Australians are renowned for their love of good food and wine, and with such a vast country with such varied conditions, they are able to produce outstanding produce and stunning wines. Nearly all cities within Australia are host to a food and wine festival at sometime during the year, but the smaller regional festivals should not be overlooked with their friendly small town hospitality and fresh regional produce. Most of the fresh food we eat comes from these country areas along with Australia’s internationally renowned wines and stickies.
The Orange F.O.O.D Week is a highlight of the Australian food calendar with many events selling out within hours of them being announced. The festival runs over a week in the middle of April and boasts several major events along with an almost unlimited number of smaller events run by local eateries and wineries. The festival highlights this year include ‘Forage’, a gentle 3.5km meander through vineyards, along sheep tracks and through cattle country, stopping every 500m or so to sample local produce and hear informative talks about the local growing conditions and their effect on regional produce. Tickets to this are limited and include bus to the walk, food and wine. The 100-Mile Dinner is another highlight and offers a unique outdoor dining experience showcasing the local produce from within a 100 mile radius. The dinner is a 7 course degustation served at communal tables, each course supplied by one of the participating towns within the region. The Night Market is also not to be missed and features 40 stalls spruiking the best food and wine from the region, along with the chance to meet the producers, chefs and cooks. The F.O.O.D Train from Sydney is the ideal way to enjoy the festival and departs and returns to Central Station in Sydney. The Train included breakfast with ‘bubbles’, two night’s accommodation in Orange, tickets to Forage and most meals. Other events are too numerous to list but include pop up cellar doors, gourmet BBQs in the park, Fiesta in the Courtyard, cheese tastings, apple tastings and much much more. The festival is hugely popular so Orange accommodation needs to be booked early or you may miss out.

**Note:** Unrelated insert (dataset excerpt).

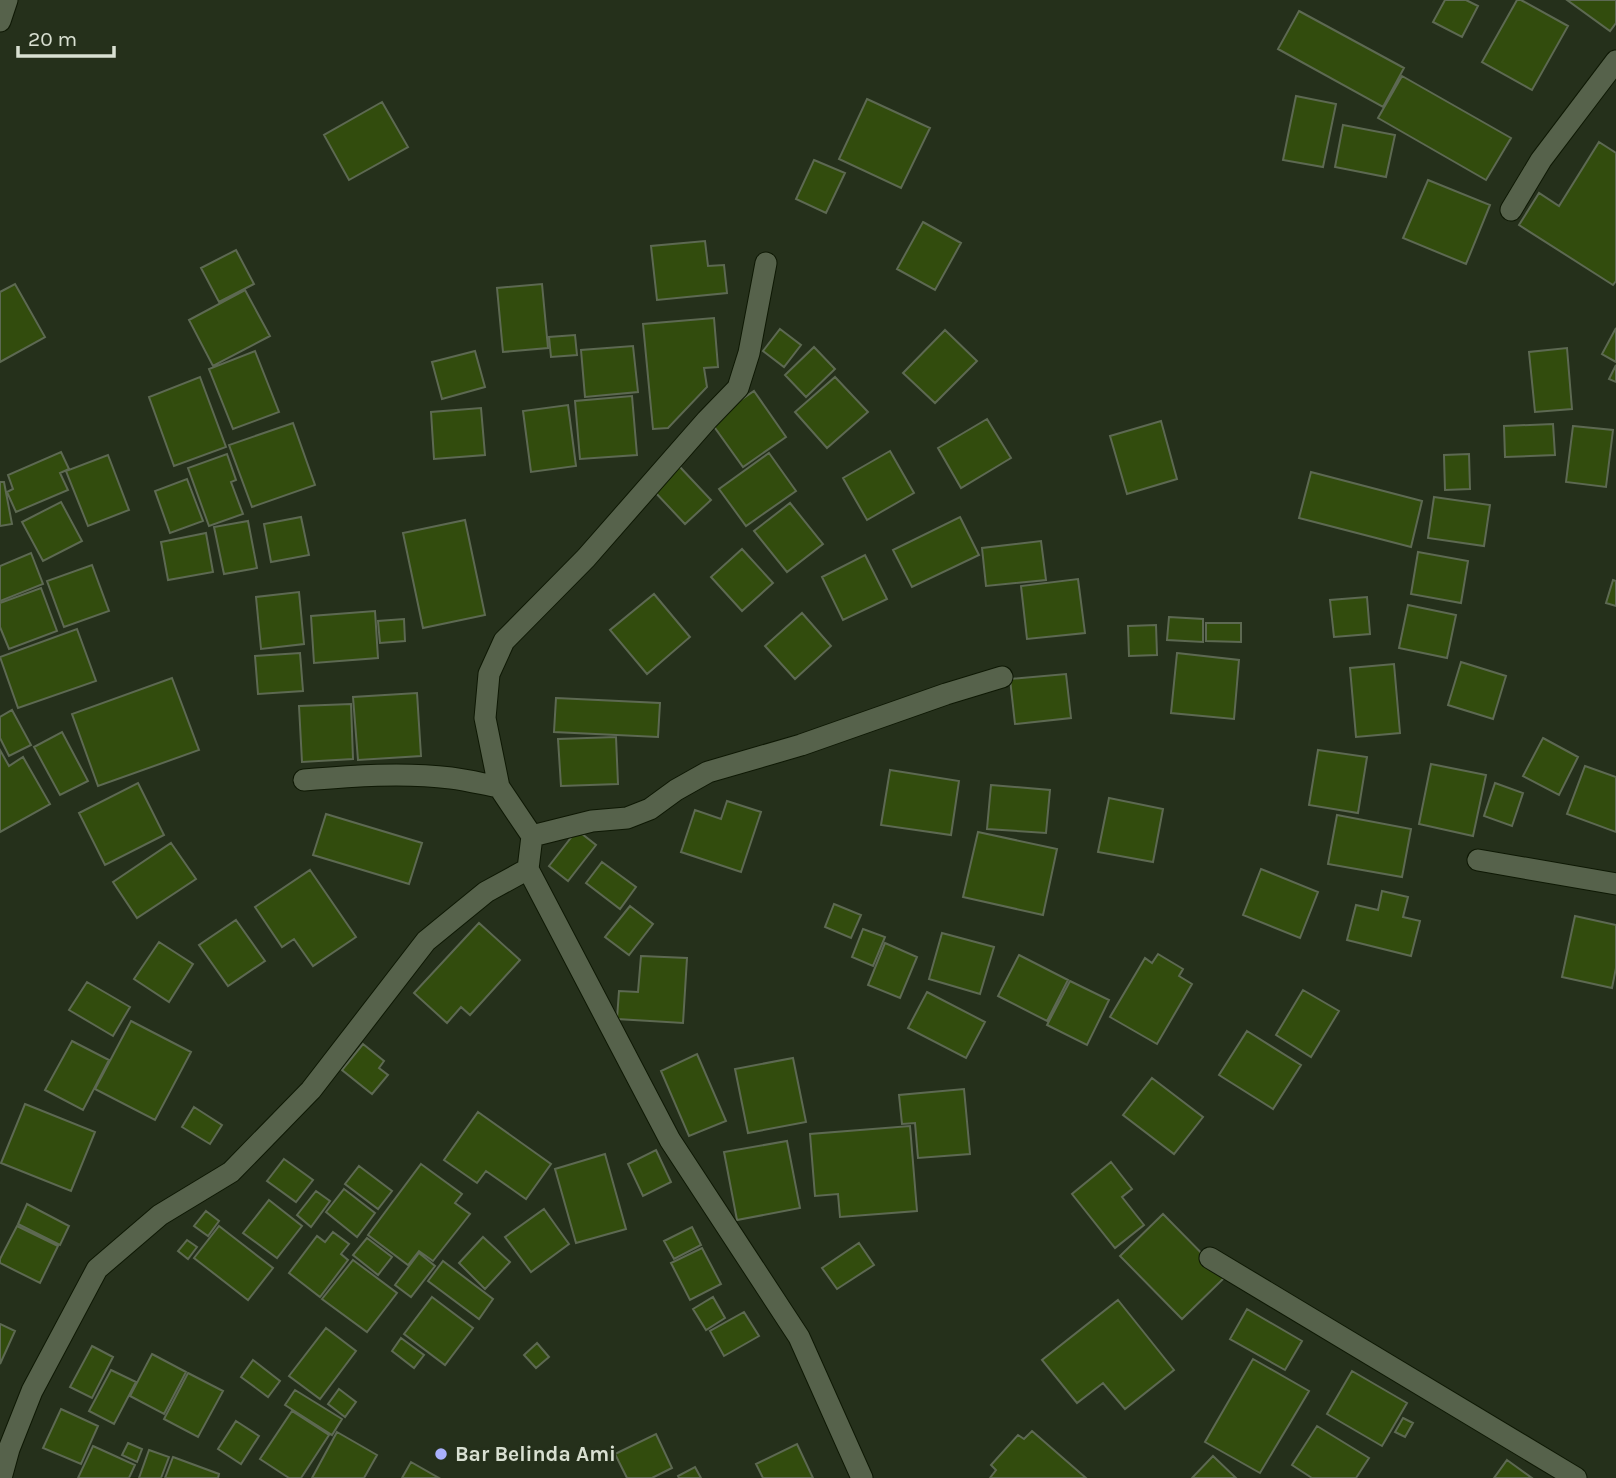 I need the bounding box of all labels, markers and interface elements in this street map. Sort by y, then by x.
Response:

Although, nowhere near the scale of Orange F.O.O.D Week, the one day Collector Village Pumpkin Festival near Goulburn, now in its 10th year, is gaining a reputation of being a fun-filled, not to be missed family festival. The festival, at the beginning of May, is focused around the local production of pumpkins with its main event being a giant pumpkin growing competition. There are over 80 stalls to explore, offering all things pumpkin (scones, soup etc.), local produce, local arts and activities. Vintage farm machinery, classic cars and rural demonstrations, live music and entertainment and the biggest display of giant pumpkins in the country complete the day’s activities. The event culminates in a supper dance where the locals and visitors get to kick up their heels and share some homemade country delights. All proceeds from the supper dance go back to the local community. There are some accommodation options in Collector but nearby Goulburn accommodation is more plentiful and varied.
Moree on a Plate, held in the small northern New South Wales town of Moree in May, is another small family orientated festival that packs a lot into a small time. The one day event focuses on the locally grown produce and features cooking demonstrations, guest chefs, TV personalities, cooking challenges and tastings. There is also a fun range of activities for the kids. The BBQ Challenge is a festival highlight which incorporates three rounds of preparation, barbecuing and judging with the winner being crowned ‘Moree on a Plate BBQ Challenge Winner’. There is also a gala evening, local art exhibition and live music. Moree accommodation is limited so plan ahead and book your room early.
There are so many food and wine events throughout New South Wales and Australia, some big, some small. Real foodies will enjoy the smaller festivals just as much as the larger ones, as the small town community and country hospitality offer not only a taste of county style food but an insight into the way the rural community live and function.